Collected data entries:
▼

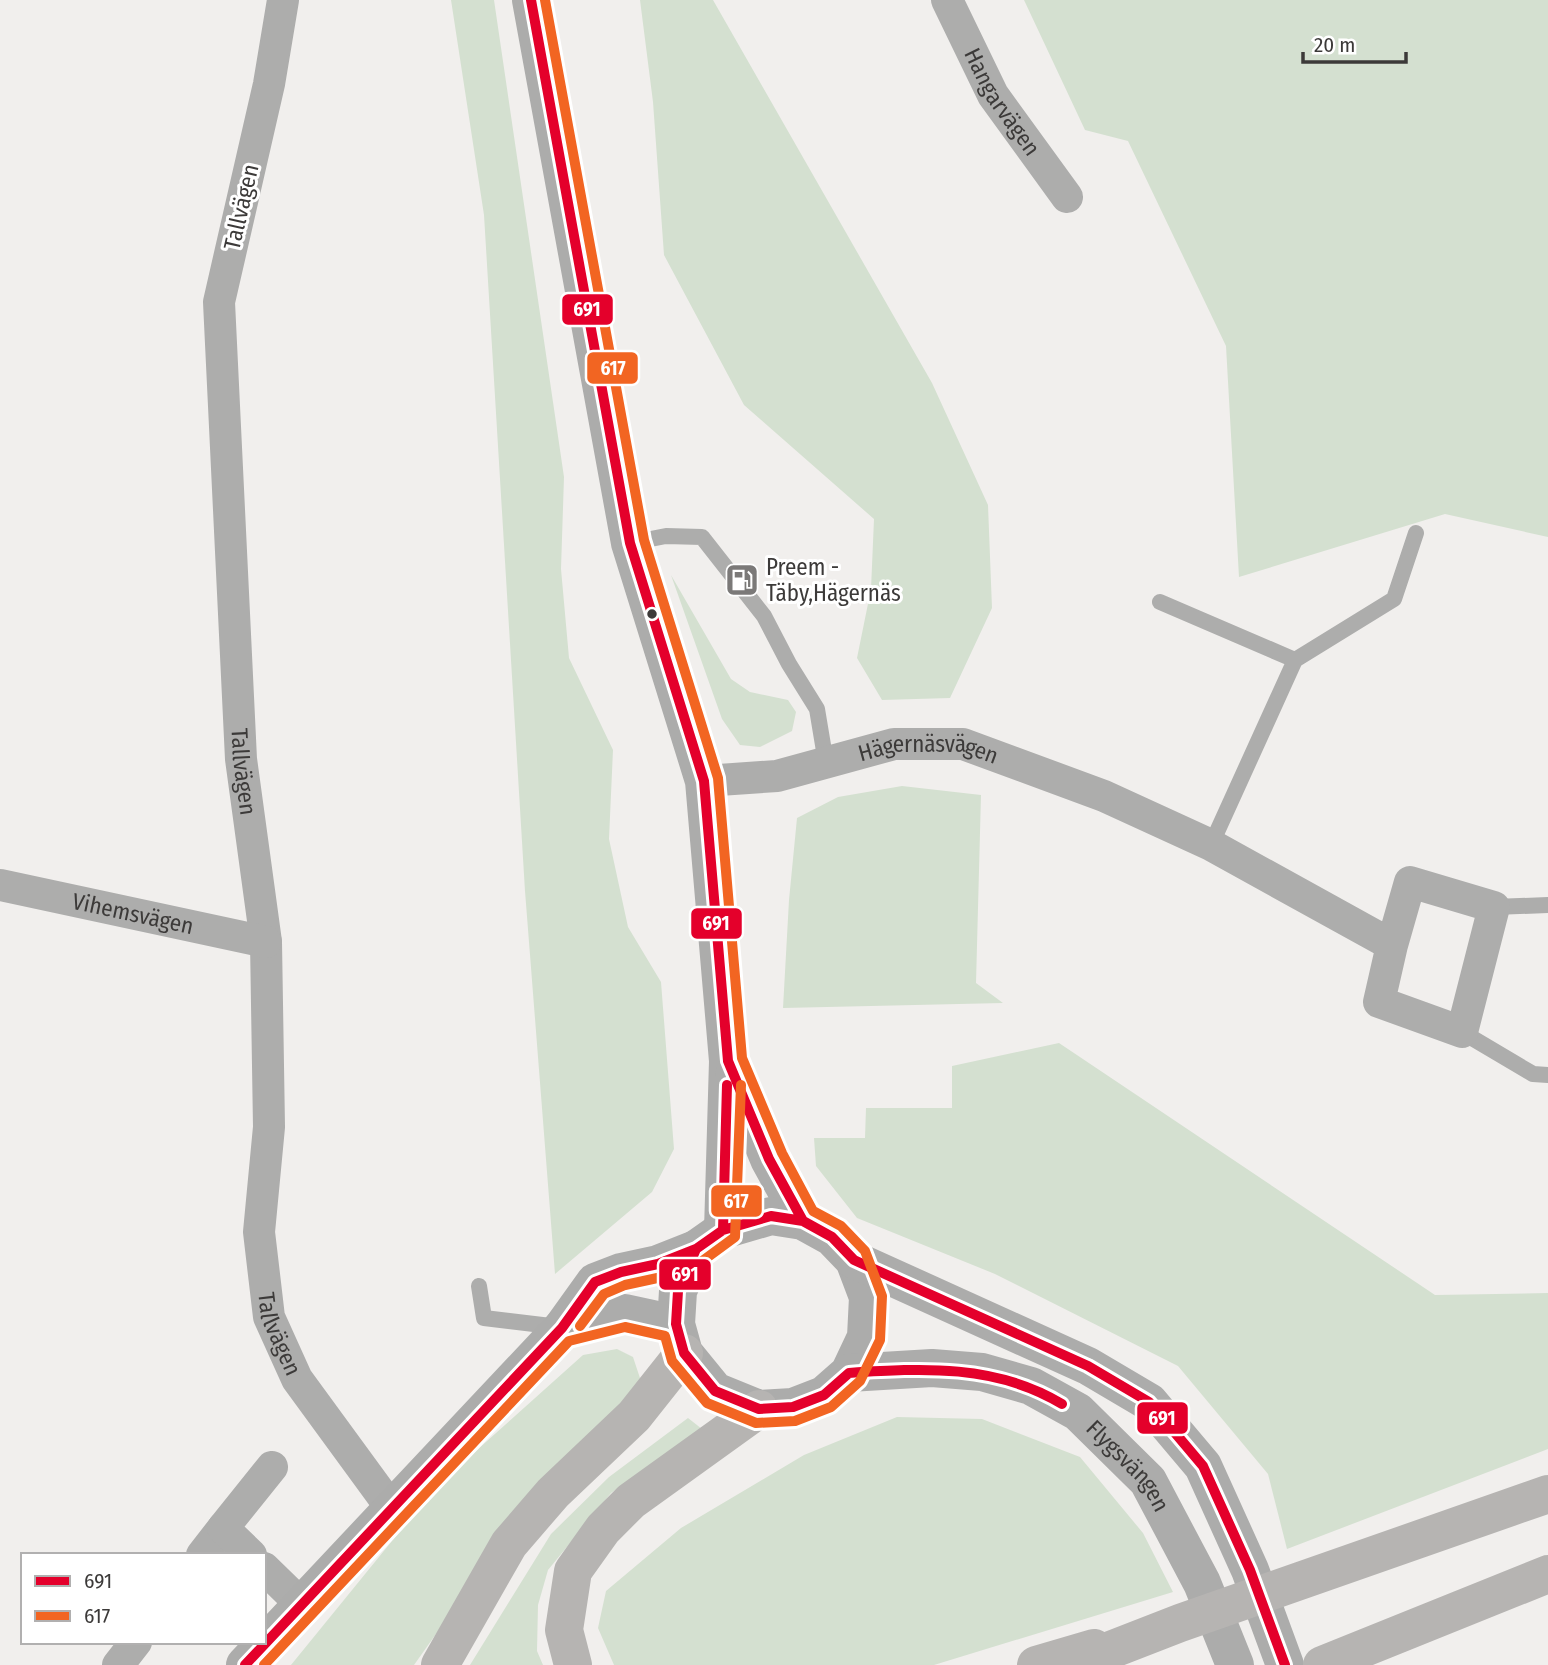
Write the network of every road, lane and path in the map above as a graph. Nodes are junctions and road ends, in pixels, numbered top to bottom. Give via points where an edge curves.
1 (283, 0) edge
2 (531, 0) edge
3 (947, 0) edge
4 (1067, 197) dead end
5 (1416, 533) dead end
6 (630, 543) junction
7 (1160, 601) dead end
8 (1295, 660) junction
9 (826, 763) junction
10 (704, 781) junction
11 (1211, 845) junction
12 (0, 885) edge
13 (1548, 905) edge
14 (1494, 907) junction
15 (267, 942) junction
16 (1392, 945) junction
17 (1462, 1032) junction
18 (728, 1061) junction
19 (1541, 1075) edge
20 (1548, 1083) edge
21 (803, 1221) junction
22 (710, 1239) junction
23 (854, 1260) junction
24 (479, 1286) dead end
25 (562, 1328) junction
26 (680, 1339) junction
27 (849, 1373) junction
28 (759, 1409) junction
29 (272, 1467) dead end
30 (1548, 1494) edge
31 (392, 1509) junction
32 (223, 1528) junction
33 (204, 1553) edge
34 (249, 1553) edge
35 (266, 1570) edge
36 (1548, 1574) edge
37 (302, 1605) junction
38 (1180, 1623) junction
39 (266, 1643) edge
40 (134, 1644) edge
41 (265, 1644) edge
42 (1324, 1664) edge
43 (118, 1665) edge
44 (245, 1665) edge
45 (440, 1665) edge
46 (573, 1665) edge
47 (1036, 1665) edge
48 (1072, 1665) edge
49 (1235, 1665) edge
50 (1286, 1665) edge

1 - 15 street, Tallvägen via 269,84 219,302 241,759
2 - 6 street
3 - 4 street, Hangarvägen via 993,95
5 - 8 lane via 1394,599
6 - 9 lane via 666,536 702,537 764,616 817,709
6 - 10 street
7 - 8 lane
8 - 11 lane
9 - 10 street, Hägernäsvägen via 778,776
9 - 11 street, Hägernäsvägen via 894,744 963,744 1104,796
10 - 18 street
11 - 16 street, Hägernäsvägen
12 - 15 street, Vihemsvägen
13 - 14 lane
14 - 16 street via 1410,882
14 - 17 street
15 - 31 street, Tallvägen via 269,1126 259,1232 269,1317 296,1379
16 - 17 street via 1379,1002
17 - 19 lane
18 - 21 street via 769,1159
18 - 22 street
19 - 20 lane
21 - 22 street via 771,1216
21 - 23 street via 832,1237
22 - 25 street via 657,1264 595,1282
22 - 26 street via 678,1291
23 - 27 street via 868,1297 867,1324 866,1337
23 - 50 street via 1088,1366 1149,1402 1203,1466
24 - 25 lane via 484,1318
25 - 26 street via 625,1313
25 - 31 street
26 - 28 street via 715,1391
26 - 45 highway via 634,1416 553,1493 509,1544
27 - 28 street via 824,1395 793,1407
27 - 49 street, Flygsvängen via 932,1368 982,1372 1031,1386 1078,1412 1147,1481 1202,1583
28 - 46 highway via 631,1501 603,1529 573,1571 564,1630
29 - 32 street
30 - 38 highway
31 - 37 street
32 - 33 street
32 - 34 street
35 - 37 street
36 - 42 highway
37 - 39 street
38 - 47 highway
38 - 48 highway
40 - 43 street
41 - 44 street

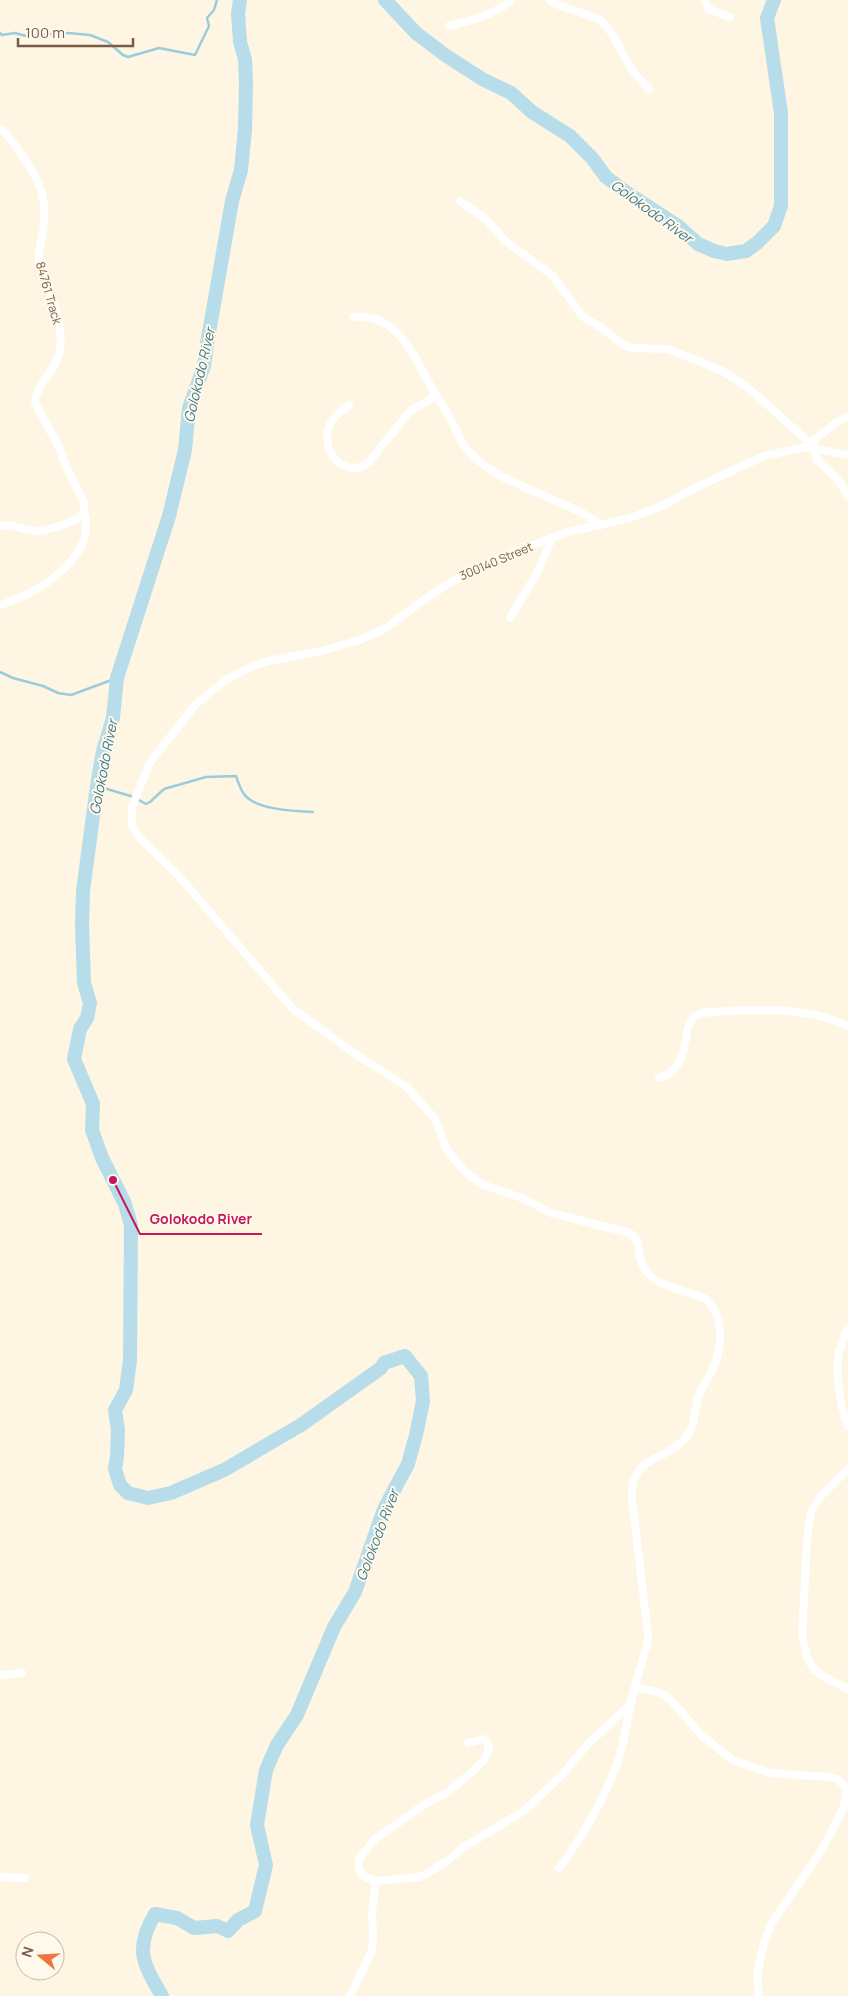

▲

(Task item) Across all the records above, count the lines that contain "dead" and reply with only the number.

(Written solution) 5